### Work order
With the images left out, print all of the records below exactly.

Collected data entries:
######

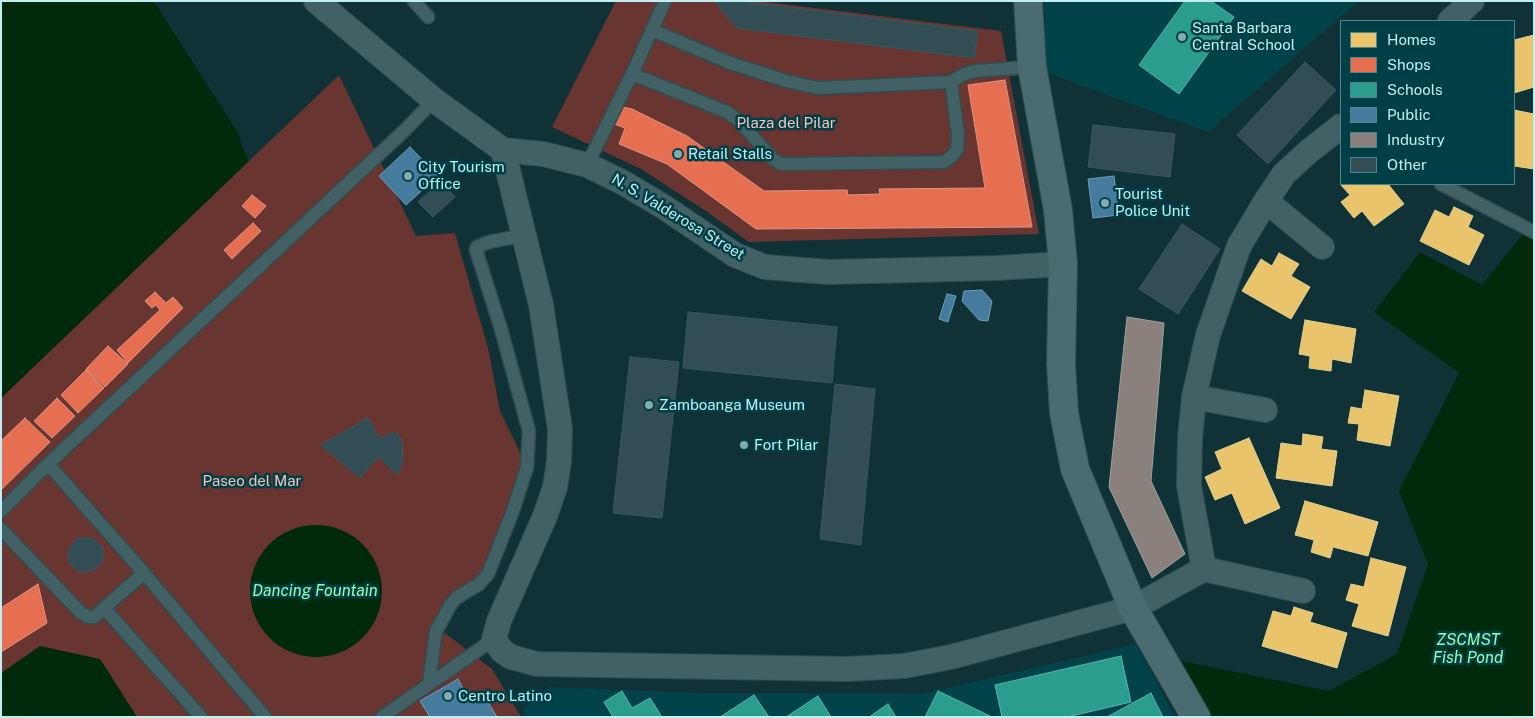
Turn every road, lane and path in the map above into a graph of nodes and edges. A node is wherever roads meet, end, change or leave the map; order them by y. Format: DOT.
graph roads {
  1 [pos="316,1"];
  2 [pos="414,1"];
  3 [pos="664,1"];
  4 [pos="1028,1"];
  5 [pos="1472,1"];
  6 [pos="428,17"];
  7 [pos="1451,20"];
  8 [pos="652,30"];
  9 [pos="1032,67"];
  10 [pos="632,74"];
  11 [pos="951,82"];
  12 [pos="434,100"];
  13 [pos="1340,129"];
  14 [pos="503,150"];
  15 [pos="587,165"];
  16 [pos="1445,185"];
  17 [pos="1465,190"];
  18 [pos="1266,201"];
  19 [pos="1534,232"];
  20 [pos="525,235"];
  21 [pos="1322,247"];
  22 [pos="1063,264"];
  23 [pos="1194,397"];
  24 [pos="1265,410"];
  25 [pos="48,464"];
  26 [pos="1,511"];
  27 [pos="1,529"];
  28 [pos="1204,569"];
  29 [pos="144,573"];
  30 [pos="1303,591"];
  31 [pos="104,608"];
  32 [pos="1133,608"];
  33 [pos="494,639"];
  34 [pos="428,683"];
  35 [pos="201,717"];
  36 [pos="265,717"];
  37 [pos="382,717"];
  38 [pos="1196,717"];
  1 -- 12 [label="street"];
  2 -- 6 [label="lane"];
  3 -- 8 [label="lane"];
  4 -- 9 [label="street"];
  5 -- 7 [label="street"];
  8 -- 10 [label="lane"];
  8 -- 11 [label="lane"];
  9 -- 11 [label="lane"];
  9 -- 22 [label="street"];
  10 -- 11 [label="lane"];
  10 -- 15 [label="lane"];
  12 -- 14 [label="street"];
  12 -- 25 [label="lane"];
  13 -- 18 [label="street"];
  14 -- 15 [label="street, N. S. Valderosa Street"];
  14 -- 20 [label="street"];
  15 -- 22 [label="street, N. S. Valderosa Street"];
  16 -- 17 [label="lane"];
  17 -- 19 [label="lane"];
  18 -- 21 [label="street"];
  18 -- 23 [label="street"];
  20 -- 33 [label="street"];
  20 -- 34 [label="lane"];
  22 -- 32 [label="street"];
  23 -- 24 [label="street"];
  23 -- 28 [label="street"];
  25 -- 26 [label="lane"];
  25 -- 29 [label="lane"];
  27 -- 31 [label="lane"];
  28 -- 30 [label="street"];
  28 -- 32 [label="street"];
  29 -- 31 [label="lane"];
  29 -- 36 [label="lane"];
  31 -- 35 [label="lane"];
  32 -- 33 [label="street"];
  32 -- 38 [label="street"];
  33 -- 34 [label="lane"];
  34 -- 37 [label="lane"];
}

######

### Result of the exercise
Turn every road, lane and path in the map above into a graph of nodes and edges. A node is wherever roads meet, end, change or leave the map; order them by y. Format: DOT.
graph roads {
  1 [pos="316,1"];
  2 [pos="414,1"];
  3 [pos="664,1"];
  4 [pos="1028,1"];
  5 [pos="1472,1"];
  6 [pos="428,17"];
  7 [pos="1451,20"];
  8 [pos="652,30"];
  9 [pos="1032,67"];
  10 [pos="632,74"];
  11 [pos="951,82"];
  12 [pos="434,100"];
  13 [pos="1340,129"];
  14 [pos="503,150"];
  15 [pos="587,165"];
  16 [pos="1445,185"];
  17 [pos="1465,190"];
  18 [pos="1266,201"];
  19 [pos="1534,232"];
  20 [pos="525,235"];
  21 [pos="1322,247"];
  22 [pos="1063,264"];
  23 [pos="1194,397"];
  24 [pos="1265,410"];
  25 [pos="48,464"];
  26 [pos="1,511"];
  27 [pos="1,529"];
  28 [pos="1204,569"];
  29 [pos="144,573"];
  30 [pos="1303,591"];
  31 [pos="104,608"];
  32 [pos="1133,608"];
  33 [pos="494,639"];
  34 [pos="428,683"];
  35 [pos="201,717"];
  36 [pos="265,717"];
  37 [pos="382,717"];
  38 [pos="1196,717"];
  1 -- 12 [label="street"];
  2 -- 6 [label="lane"];
  3 -- 8 [label="lane"];
  4 -- 9 [label="street"];
  5 -- 7 [label="street"];
  8 -- 10 [label="lane"];
  8 -- 11 [label="lane"];
  9 -- 11 [label="lane"];
  9 -- 22 [label="street"];
  10 -- 11 [label="lane"];
  10 -- 15 [label="lane"];
  12 -- 14 [label="street"];
  12 -- 25 [label="lane"];
  13 -- 18 [label="street"];
  14 -- 15 [label="street, N. S. Valderosa Street"];
  14 -- 20 [label="street"];
  15 -- 22 [label="street, N. S. Valderosa Street"];
  16 -- 17 [label="lane"];
  17 -- 19 [label="lane"];
  18 -- 21 [label="street"];
  18 -- 23 [label="street"];
  20 -- 33 [label="street"];
  20 -- 34 [label="lane"];
  22 -- 32 [label="street"];
  23 -- 24 [label="street"];
  23 -- 28 [label="street"];
  25 -- 26 [label="lane"];
  25 -- 29 [label="lane"];
  27 -- 31 [label="lane"];
  28 -- 30 [label="street"];
  28 -- 32 [label="street"];
  29 -- 31 [label="lane"];
  29 -- 36 [label="lane"];
  31 -- 35 [label="lane"];
  32 -- 33 [label="street"];
  32 -- 38 [label="street"];
  33 -- 34 [label="lane"];
  34 -- 37 [label="lane"];
}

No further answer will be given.